** Records supplied follows **

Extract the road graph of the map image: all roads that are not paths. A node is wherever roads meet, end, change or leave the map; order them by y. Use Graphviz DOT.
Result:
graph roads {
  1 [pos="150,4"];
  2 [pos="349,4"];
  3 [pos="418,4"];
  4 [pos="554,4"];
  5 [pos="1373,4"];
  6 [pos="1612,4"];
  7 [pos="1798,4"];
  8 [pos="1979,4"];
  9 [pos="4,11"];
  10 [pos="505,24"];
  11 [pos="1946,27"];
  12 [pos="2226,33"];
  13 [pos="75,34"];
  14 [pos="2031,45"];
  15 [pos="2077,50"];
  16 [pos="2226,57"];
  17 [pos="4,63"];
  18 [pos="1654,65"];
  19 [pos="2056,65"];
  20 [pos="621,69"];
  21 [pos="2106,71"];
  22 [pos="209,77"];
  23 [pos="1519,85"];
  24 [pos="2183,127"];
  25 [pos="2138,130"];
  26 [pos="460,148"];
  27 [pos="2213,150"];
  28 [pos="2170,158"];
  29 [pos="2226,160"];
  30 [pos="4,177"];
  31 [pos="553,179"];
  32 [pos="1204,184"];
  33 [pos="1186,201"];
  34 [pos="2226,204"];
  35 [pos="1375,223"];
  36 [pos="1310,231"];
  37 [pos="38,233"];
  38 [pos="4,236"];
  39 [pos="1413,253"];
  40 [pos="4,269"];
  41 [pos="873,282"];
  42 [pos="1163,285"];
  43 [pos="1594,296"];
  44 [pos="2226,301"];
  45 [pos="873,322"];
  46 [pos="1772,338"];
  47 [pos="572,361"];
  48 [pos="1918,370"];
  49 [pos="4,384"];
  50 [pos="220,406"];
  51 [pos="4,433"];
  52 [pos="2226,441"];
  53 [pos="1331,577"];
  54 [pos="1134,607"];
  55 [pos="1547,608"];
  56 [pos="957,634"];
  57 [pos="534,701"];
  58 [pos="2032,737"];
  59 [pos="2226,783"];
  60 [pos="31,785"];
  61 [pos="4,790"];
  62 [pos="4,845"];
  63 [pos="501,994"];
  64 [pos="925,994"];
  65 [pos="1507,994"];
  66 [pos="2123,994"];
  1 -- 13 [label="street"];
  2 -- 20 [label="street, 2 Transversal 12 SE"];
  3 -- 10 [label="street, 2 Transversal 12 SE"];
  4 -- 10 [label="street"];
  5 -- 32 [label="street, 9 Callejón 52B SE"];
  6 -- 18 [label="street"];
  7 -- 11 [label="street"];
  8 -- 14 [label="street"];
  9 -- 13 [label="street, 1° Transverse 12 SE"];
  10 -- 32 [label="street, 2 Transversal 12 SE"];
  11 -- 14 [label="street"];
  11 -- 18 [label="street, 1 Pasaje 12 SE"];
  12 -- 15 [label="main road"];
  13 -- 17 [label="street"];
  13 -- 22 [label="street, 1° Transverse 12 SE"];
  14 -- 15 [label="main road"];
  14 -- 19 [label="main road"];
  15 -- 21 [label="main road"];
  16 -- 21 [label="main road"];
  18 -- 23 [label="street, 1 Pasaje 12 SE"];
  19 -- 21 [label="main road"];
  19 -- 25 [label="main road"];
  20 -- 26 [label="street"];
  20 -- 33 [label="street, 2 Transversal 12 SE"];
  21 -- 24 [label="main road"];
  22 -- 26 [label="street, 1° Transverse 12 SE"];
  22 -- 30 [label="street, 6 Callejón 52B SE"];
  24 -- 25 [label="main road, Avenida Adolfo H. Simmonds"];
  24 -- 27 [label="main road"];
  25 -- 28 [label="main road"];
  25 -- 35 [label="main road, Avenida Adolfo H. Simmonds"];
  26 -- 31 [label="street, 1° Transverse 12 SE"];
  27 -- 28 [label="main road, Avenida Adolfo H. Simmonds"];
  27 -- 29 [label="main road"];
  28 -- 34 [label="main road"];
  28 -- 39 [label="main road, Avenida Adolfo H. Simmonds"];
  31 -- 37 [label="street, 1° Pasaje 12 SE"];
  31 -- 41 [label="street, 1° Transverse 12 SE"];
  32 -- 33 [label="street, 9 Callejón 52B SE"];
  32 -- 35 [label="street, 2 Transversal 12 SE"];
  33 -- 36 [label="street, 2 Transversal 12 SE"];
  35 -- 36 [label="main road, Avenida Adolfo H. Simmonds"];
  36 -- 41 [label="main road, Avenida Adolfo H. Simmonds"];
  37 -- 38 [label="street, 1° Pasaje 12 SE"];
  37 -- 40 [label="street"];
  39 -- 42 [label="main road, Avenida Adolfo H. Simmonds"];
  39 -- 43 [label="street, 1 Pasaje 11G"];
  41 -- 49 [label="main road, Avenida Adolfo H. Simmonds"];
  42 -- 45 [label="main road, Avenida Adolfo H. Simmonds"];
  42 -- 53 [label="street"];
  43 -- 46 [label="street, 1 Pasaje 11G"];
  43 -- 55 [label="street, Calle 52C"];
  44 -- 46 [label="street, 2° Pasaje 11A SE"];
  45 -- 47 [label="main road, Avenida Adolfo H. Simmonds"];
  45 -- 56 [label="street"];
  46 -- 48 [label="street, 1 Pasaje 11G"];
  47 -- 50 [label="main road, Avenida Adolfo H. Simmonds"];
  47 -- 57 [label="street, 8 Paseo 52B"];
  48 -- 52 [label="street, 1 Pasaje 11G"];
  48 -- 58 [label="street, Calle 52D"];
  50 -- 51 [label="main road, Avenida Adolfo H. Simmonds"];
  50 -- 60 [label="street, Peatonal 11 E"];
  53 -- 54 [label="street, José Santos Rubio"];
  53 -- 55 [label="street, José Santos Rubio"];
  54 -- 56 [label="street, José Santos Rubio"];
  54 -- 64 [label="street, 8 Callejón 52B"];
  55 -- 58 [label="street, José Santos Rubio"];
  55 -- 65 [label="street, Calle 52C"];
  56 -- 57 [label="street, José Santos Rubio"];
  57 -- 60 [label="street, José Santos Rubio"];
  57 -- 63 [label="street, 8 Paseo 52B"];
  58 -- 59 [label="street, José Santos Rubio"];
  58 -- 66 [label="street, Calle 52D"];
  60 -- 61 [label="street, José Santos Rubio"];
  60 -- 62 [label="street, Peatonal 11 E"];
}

** End of Records supplied **

◆ What the exercise asks: The output should be a character-exact copy of all entries.

◆ Exercise solution:
Extract the road graph of the map image: all roads that are not paths. A node is wherever roads meet, end, change or leave the map; order them by y. Use Graphviz DOT.
Result:
graph roads {
  1 [pos="150,4"];
  2 [pos="349,4"];
  3 [pos="418,4"];
  4 [pos="554,4"];
  5 [pos="1373,4"];
  6 [pos="1612,4"];
  7 [pos="1798,4"];
  8 [pos="1979,4"];
  9 [pos="4,11"];
  10 [pos="505,24"];
  11 [pos="1946,27"];
  12 [pos="2226,33"];
  13 [pos="75,34"];
  14 [pos="2031,45"];
  15 [pos="2077,50"];
  16 [pos="2226,57"];
  17 [pos="4,63"];
  18 [pos="1654,65"];
  19 [pos="2056,65"];
  20 [pos="621,69"];
  21 [pos="2106,71"];
  22 [pos="209,77"];
  23 [pos="1519,85"];
  24 [pos="2183,127"];
  25 [pos="2138,130"];
  26 [pos="460,148"];
  27 [pos="2213,150"];
  28 [pos="2170,158"];
  29 [pos="2226,160"];
  30 [pos="4,177"];
  31 [pos="553,179"];
  32 [pos="1204,184"];
  33 [pos="1186,201"];
  34 [pos="2226,204"];
  35 [pos="1375,223"];
  36 [pos="1310,231"];
  37 [pos="38,233"];
  38 [pos="4,236"];
  39 [pos="1413,253"];
  40 [pos="4,269"];
  41 [pos="873,282"];
  42 [pos="1163,285"];
  43 [pos="1594,296"];
  44 [pos="2226,301"];
  45 [pos="873,322"];
  46 [pos="1772,338"];
  47 [pos="572,361"];
  48 [pos="1918,370"];
  49 [pos="4,384"];
  50 [pos="220,406"];
  51 [pos="4,433"];
  52 [pos="2226,441"];
  53 [pos="1331,577"];
  54 [pos="1134,607"];
  55 [pos="1547,608"];
  56 [pos="957,634"];
  57 [pos="534,701"];
  58 [pos="2032,737"];
  59 [pos="2226,783"];
  60 [pos="31,785"];
  61 [pos="4,790"];
  62 [pos="4,845"];
  63 [pos="501,994"];
  64 [pos="925,994"];
  65 [pos="1507,994"];
  66 [pos="2123,994"];
  1 -- 13 [label="street"];
  2 -- 20 [label="street, 2 Transversal 12 SE"];
  3 -- 10 [label="street, 2 Transversal 12 SE"];
  4 -- 10 [label="street"];
  5 -- 32 [label="street, 9 Callejón 52B SE"];
  6 -- 18 [label="street"];
  7 -- 11 [label="street"];
  8 -- 14 [label="street"];
  9 -- 13 [label="street, 1° Transverse 12 SE"];
  10 -- 32 [label="street, 2 Transversal 12 SE"];
  11 -- 14 [label="street"];
  11 -- 18 [label="street, 1 Pasaje 12 SE"];
  12 -- 15 [label="main road"];
  13 -- 17 [label="street"];
  13 -- 22 [label="street, 1° Transverse 12 SE"];
  14 -- 15 [label="main road"];
  14 -- 19 [label="main road"];
  15 -- 21 [label="main road"];
  16 -- 21 [label="main road"];
  18 -- 23 [label="street, 1 Pasaje 12 SE"];
  19 -- 21 [label="main road"];
  19 -- 25 [label="main road"];
  20 -- 26 [label="street"];
  20 -- 33 [label="street, 2 Transversal 12 SE"];
  21 -- 24 [label="main road"];
  22 -- 26 [label="street, 1° Transverse 12 SE"];
  22 -- 30 [label="street, 6 Callejón 52B SE"];
  24 -- 25 [label="main road, Avenida Adolfo H. Simmonds"];
  24 -- 27 [label="main road"];
  25 -- 28 [label="main road"];
  25 -- 35 [label="main road, Avenida Adolfo H. Simmonds"];
  26 -- 31 [label="street, 1° Transverse 12 SE"];
  27 -- 28 [label="main road, Avenida Adolfo H. Simmonds"];
  27 -- 29 [label="main road"];
  28 -- 34 [label="main road"];
  28 -- 39 [label="main road, Avenida Adolfo H. Simmonds"];
  31 -- 37 [label="street, 1° Pasaje 12 SE"];
  31 -- 41 [label="street, 1° Transverse 12 SE"];
  32 -- 33 [label="street, 9 Callejón 52B SE"];
  32 -- 35 [label="street, 2 Transversal 12 SE"];
  33 -- 36 [label="street, 2 Transversal 12 SE"];
  35 -- 36 [label="main road, Avenida Adolfo H. Simmonds"];
  36 -- 41 [label="main road, Avenida Adolfo H. Simmonds"];
  37 -- 38 [label="street, 1° Pasaje 12 SE"];
  37 -- 40 [label="street"];
  39 -- 42 [label="main road, Avenida Adolfo H. Simmonds"];
  39 -- 43 [label="street, 1 Pasaje 11G"];
  41 -- 49 [label="main road, Avenida Adolfo H. Simmonds"];
  42 -- 45 [label="main road, Avenida Adolfo H. Simmonds"];
  42 -- 53 [label="street"];
  43 -- 46 [label="street, 1 Pasaje 11G"];
  43 -- 55 [label="street, Calle 52C"];
  44 -- 46 [label="street, 2° Pasaje 11A SE"];
  45 -- 47 [label="main road, Avenida Adolfo H. Simmonds"];
  45 -- 56 [label="street"];
  46 -- 48 [label="street, 1 Pasaje 11G"];
  47 -- 50 [label="main road, Avenida Adolfo H. Simmonds"];
  47 -- 57 [label="street, 8 Paseo 52B"];
  48 -- 52 [label="street, 1 Pasaje 11G"];
  48 -- 58 [label="street, Calle 52D"];
  50 -- 51 [label="main road, Avenida Adolfo H. Simmonds"];
  50 -- 60 [label="street, Peatonal 11 E"];
  53 -- 54 [label="street, José Santos Rubio"];
  53 -- 55 [label="street, José Santos Rubio"];
  54 -- 56 [label="street, José Santos Rubio"];
  54 -- 64 [label="street, 8 Callejón 52B"];
  55 -- 58 [label="street, José Santos Rubio"];
  55 -- 65 [label="street, Calle 52C"];
  56 -- 57 [label="street, José Santos Rubio"];
  57 -- 60 [label="street, José Santos Rubio"];
  57 -- 63 [label="street, 8 Paseo 52B"];
  58 -- 59 [label="street, José Santos Rubio"];
  58 -- 66 [label="street, Calle 52D"];
  60 -- 61 [label="street, José Santos Rubio"];
  60 -- 62 [label="street, Peatonal 11 E"];
}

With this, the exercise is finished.